Joseph Victor Adamec (August 13, 1935 – March 20, 2019) was an American prelate of the Roman Catholic Church who served as bishop of the Diocese of Altoona-Johnstown, Pennsylvania from 1987 to 2011. 

On March 1, 2016, Pennsylvania Attorney General Kathleen Kane implied that as bishop, Adamec led a major cover-up scandal involving the sexual assault of hundreds of children by Diocese of Altoona-Johnstown priests.

Biography

Early life 
Joseph Adamec was born on August 13, 1935, in Bannister, Michigan, the son of Michal August Adamec and Alzbeta Eva Ochran Adamec. He attended Michigan State University from 1953 to 1955, and studied for the priesthood at the Pontifical Nepomucene College in Rome.

Priesthood 
Adamec was ordained by Cardinal Luigi Traglia in the Church of St. Anselm in Rome on July 3, 1960, for the Diocese of Nitra in Slovakia (the former diocese of his parents).
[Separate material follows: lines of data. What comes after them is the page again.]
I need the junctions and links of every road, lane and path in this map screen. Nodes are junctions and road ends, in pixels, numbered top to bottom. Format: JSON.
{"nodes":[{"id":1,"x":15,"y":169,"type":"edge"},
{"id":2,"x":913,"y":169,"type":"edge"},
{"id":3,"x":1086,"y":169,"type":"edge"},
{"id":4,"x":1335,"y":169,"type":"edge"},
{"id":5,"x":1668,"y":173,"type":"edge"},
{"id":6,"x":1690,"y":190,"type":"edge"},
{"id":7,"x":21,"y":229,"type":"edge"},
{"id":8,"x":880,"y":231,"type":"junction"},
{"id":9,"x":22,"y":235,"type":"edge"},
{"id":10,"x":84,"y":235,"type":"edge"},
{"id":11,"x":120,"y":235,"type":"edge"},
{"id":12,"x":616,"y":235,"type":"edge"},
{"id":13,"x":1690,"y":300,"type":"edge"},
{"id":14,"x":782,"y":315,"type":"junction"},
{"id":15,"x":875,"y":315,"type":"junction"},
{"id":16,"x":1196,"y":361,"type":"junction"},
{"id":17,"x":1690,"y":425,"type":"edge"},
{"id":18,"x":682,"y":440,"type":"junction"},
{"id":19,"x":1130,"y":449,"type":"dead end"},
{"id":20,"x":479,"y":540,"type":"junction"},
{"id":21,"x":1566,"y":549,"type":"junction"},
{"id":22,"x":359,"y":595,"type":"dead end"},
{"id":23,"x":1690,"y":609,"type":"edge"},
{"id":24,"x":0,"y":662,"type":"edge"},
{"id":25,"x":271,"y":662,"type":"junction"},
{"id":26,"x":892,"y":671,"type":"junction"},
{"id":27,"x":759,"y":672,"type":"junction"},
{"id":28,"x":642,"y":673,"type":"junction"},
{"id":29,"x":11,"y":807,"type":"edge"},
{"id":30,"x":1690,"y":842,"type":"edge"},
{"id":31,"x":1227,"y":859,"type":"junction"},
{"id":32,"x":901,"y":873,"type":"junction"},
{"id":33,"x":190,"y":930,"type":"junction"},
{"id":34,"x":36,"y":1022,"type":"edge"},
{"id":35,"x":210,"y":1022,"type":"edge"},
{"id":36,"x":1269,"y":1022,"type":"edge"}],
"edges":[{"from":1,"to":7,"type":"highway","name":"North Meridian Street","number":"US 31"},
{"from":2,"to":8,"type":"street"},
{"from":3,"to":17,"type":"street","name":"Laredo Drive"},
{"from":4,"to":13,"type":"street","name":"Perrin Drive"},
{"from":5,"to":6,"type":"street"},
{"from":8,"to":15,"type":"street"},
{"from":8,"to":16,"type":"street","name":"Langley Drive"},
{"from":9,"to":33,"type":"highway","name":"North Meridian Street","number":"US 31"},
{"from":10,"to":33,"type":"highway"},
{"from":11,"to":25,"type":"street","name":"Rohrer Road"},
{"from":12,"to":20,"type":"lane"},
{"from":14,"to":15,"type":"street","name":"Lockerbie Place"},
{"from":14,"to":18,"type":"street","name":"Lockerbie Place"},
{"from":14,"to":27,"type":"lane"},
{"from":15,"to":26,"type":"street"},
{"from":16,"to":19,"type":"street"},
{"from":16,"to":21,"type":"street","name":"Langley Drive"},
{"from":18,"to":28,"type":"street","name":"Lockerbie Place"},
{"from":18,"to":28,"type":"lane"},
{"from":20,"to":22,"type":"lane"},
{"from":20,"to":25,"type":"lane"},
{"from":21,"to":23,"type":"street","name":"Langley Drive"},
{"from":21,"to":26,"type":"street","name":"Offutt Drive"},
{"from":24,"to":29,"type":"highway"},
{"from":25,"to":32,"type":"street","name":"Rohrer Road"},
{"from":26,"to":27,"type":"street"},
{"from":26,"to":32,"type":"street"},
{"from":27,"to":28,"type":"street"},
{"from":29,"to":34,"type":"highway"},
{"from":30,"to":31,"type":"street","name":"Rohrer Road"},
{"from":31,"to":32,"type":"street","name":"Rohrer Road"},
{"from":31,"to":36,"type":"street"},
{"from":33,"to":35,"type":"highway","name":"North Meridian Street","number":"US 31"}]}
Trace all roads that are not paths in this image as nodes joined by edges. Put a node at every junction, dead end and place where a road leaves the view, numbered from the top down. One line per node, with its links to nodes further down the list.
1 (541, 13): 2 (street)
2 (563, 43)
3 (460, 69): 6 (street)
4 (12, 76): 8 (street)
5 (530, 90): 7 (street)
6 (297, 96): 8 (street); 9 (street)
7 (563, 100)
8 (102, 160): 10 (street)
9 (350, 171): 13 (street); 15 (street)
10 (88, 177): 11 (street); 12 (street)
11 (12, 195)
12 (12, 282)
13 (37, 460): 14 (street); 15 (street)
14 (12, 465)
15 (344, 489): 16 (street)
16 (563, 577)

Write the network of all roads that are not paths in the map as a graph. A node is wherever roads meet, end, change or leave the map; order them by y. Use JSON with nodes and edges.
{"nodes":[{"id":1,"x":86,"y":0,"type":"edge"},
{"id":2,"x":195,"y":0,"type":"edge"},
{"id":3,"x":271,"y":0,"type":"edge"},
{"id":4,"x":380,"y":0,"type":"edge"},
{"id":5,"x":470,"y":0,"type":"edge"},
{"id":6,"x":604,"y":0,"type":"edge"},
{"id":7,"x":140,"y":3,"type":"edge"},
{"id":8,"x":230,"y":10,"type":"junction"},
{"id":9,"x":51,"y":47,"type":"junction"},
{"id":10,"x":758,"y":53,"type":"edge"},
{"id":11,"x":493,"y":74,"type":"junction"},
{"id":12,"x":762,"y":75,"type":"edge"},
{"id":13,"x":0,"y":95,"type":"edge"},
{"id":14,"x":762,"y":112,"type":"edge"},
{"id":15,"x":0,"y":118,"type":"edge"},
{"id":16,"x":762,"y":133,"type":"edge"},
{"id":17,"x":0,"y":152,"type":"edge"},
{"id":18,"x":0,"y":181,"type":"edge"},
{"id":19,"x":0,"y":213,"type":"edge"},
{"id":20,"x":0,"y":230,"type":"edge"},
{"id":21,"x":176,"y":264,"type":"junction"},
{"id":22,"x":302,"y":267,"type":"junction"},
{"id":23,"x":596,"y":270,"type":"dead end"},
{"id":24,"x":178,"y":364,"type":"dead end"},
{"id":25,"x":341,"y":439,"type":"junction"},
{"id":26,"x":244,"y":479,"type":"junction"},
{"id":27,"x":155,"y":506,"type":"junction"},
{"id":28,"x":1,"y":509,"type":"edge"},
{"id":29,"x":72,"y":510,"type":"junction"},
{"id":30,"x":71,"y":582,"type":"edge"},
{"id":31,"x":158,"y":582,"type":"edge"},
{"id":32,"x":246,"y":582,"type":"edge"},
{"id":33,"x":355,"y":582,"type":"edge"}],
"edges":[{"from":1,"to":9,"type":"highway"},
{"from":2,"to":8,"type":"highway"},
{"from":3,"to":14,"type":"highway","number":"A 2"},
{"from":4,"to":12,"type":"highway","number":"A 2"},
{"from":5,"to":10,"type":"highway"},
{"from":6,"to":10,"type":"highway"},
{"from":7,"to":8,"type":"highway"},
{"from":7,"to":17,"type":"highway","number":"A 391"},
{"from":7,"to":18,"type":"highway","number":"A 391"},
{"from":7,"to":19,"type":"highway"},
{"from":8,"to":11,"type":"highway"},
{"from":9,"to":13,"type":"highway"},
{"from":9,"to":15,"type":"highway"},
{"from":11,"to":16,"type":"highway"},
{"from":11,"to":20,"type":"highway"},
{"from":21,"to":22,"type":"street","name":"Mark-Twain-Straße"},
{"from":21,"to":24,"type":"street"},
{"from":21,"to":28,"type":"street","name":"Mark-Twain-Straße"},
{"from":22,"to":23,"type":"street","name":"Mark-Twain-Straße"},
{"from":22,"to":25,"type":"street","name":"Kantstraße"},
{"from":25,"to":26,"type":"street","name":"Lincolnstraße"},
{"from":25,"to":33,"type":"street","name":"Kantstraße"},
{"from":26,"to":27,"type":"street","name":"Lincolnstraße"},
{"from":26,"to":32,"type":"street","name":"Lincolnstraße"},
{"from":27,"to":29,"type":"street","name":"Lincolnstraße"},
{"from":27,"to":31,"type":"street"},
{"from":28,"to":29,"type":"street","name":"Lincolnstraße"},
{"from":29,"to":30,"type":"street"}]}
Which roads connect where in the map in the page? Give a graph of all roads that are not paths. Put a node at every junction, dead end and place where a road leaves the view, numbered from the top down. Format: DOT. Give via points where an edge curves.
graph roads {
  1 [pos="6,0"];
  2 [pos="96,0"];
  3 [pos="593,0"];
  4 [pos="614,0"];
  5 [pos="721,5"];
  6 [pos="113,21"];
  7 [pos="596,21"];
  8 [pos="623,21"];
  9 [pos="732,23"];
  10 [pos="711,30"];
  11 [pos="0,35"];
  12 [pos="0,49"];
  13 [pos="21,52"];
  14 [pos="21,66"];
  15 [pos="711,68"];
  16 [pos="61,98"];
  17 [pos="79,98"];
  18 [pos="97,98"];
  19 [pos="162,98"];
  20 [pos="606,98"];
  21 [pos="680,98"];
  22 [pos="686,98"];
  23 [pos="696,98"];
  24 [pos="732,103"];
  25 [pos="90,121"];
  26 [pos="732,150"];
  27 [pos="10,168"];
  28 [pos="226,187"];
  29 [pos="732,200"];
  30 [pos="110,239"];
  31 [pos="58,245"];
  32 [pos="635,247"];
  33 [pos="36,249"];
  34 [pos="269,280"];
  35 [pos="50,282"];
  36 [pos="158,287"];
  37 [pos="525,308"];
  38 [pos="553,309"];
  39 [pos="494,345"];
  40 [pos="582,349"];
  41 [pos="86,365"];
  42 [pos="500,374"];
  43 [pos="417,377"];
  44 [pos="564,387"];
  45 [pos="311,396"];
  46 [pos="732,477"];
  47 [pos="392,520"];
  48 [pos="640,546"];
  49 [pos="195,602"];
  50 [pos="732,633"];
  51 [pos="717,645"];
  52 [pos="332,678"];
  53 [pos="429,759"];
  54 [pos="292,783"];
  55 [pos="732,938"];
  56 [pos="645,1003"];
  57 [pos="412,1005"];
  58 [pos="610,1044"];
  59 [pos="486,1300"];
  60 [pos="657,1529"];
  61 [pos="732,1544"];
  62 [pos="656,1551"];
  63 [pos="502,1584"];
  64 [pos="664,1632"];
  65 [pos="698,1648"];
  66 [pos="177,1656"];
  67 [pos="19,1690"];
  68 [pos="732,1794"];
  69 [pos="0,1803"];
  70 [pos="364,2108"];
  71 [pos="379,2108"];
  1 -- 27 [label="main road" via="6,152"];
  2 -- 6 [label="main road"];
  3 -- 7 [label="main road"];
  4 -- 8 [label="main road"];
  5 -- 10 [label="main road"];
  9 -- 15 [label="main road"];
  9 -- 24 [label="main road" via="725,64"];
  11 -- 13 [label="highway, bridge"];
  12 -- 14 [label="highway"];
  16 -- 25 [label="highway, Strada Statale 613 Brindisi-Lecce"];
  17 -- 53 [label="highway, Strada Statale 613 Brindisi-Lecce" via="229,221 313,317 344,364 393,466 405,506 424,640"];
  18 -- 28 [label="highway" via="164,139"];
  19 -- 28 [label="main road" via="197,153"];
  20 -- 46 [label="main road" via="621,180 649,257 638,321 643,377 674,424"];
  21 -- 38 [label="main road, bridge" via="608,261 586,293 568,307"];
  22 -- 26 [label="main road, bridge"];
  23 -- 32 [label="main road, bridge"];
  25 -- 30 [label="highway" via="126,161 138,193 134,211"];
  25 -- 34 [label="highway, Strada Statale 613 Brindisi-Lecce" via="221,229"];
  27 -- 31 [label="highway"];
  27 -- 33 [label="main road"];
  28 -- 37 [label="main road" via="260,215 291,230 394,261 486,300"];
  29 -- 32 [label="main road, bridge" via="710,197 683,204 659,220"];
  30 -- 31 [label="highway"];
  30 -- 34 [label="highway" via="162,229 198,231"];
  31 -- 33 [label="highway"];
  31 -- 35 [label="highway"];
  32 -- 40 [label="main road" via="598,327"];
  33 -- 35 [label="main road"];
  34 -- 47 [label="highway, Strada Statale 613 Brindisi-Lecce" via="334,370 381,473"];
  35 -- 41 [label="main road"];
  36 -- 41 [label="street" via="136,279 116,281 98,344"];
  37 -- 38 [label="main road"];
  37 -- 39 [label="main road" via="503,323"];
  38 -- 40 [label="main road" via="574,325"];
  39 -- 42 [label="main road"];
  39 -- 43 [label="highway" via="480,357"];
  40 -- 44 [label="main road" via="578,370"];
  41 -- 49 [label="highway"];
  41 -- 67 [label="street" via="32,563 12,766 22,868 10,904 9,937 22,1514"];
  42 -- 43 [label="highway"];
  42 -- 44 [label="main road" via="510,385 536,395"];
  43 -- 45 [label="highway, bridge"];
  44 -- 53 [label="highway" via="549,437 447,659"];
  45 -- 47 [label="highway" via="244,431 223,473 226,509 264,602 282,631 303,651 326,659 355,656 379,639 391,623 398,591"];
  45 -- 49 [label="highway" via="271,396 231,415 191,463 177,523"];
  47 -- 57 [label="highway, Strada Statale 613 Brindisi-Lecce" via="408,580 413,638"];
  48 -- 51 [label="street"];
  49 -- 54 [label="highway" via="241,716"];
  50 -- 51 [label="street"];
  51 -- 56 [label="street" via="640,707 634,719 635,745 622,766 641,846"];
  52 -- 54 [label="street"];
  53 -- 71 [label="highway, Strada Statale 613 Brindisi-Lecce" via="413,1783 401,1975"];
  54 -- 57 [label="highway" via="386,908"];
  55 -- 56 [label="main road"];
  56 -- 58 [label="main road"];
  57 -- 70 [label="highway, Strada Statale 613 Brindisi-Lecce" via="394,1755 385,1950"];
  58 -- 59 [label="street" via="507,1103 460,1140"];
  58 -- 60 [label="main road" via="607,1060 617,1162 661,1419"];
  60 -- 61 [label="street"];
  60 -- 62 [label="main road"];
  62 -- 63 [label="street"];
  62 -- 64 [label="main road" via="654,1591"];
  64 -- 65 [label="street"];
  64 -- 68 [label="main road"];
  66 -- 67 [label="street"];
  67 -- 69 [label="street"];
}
He earned a Licentiate in Sacred Theology at the Pontifical Lateran University in 1961. 

Adamec returned to serve the Diocese of Saginaw, Michigan, where he served in numerous capacities, including secretary of the bishop and master of ceremonies, ecclesiastical notary, and chancellor of the diocese. In 1980 he received the "Pro Ecclesia et Pontifice" medal which recognized service to the Catholic Church and pope. In 1985, Adamec was named a prelate of honor. Adamec also served as the national president of the Slovak Catholic Federation, a position he was elected to in 1971 and held for seventeen years.

Bishop of Altoona-Johnstown 
On March 12, 1987, Adamec was named the bishop of the Altoona-Johnstown Diocese. He was consecrated on May 20, 1987, in the Cathedral of the Most Blessed Sacrament by Jozef Cardinal Tomko.

His retirement and the appointment of his successor were announced on January 14, 2011. Mark Leonard Bartchak, of the Diocese of Erie, Pennsylvania, was named his successor.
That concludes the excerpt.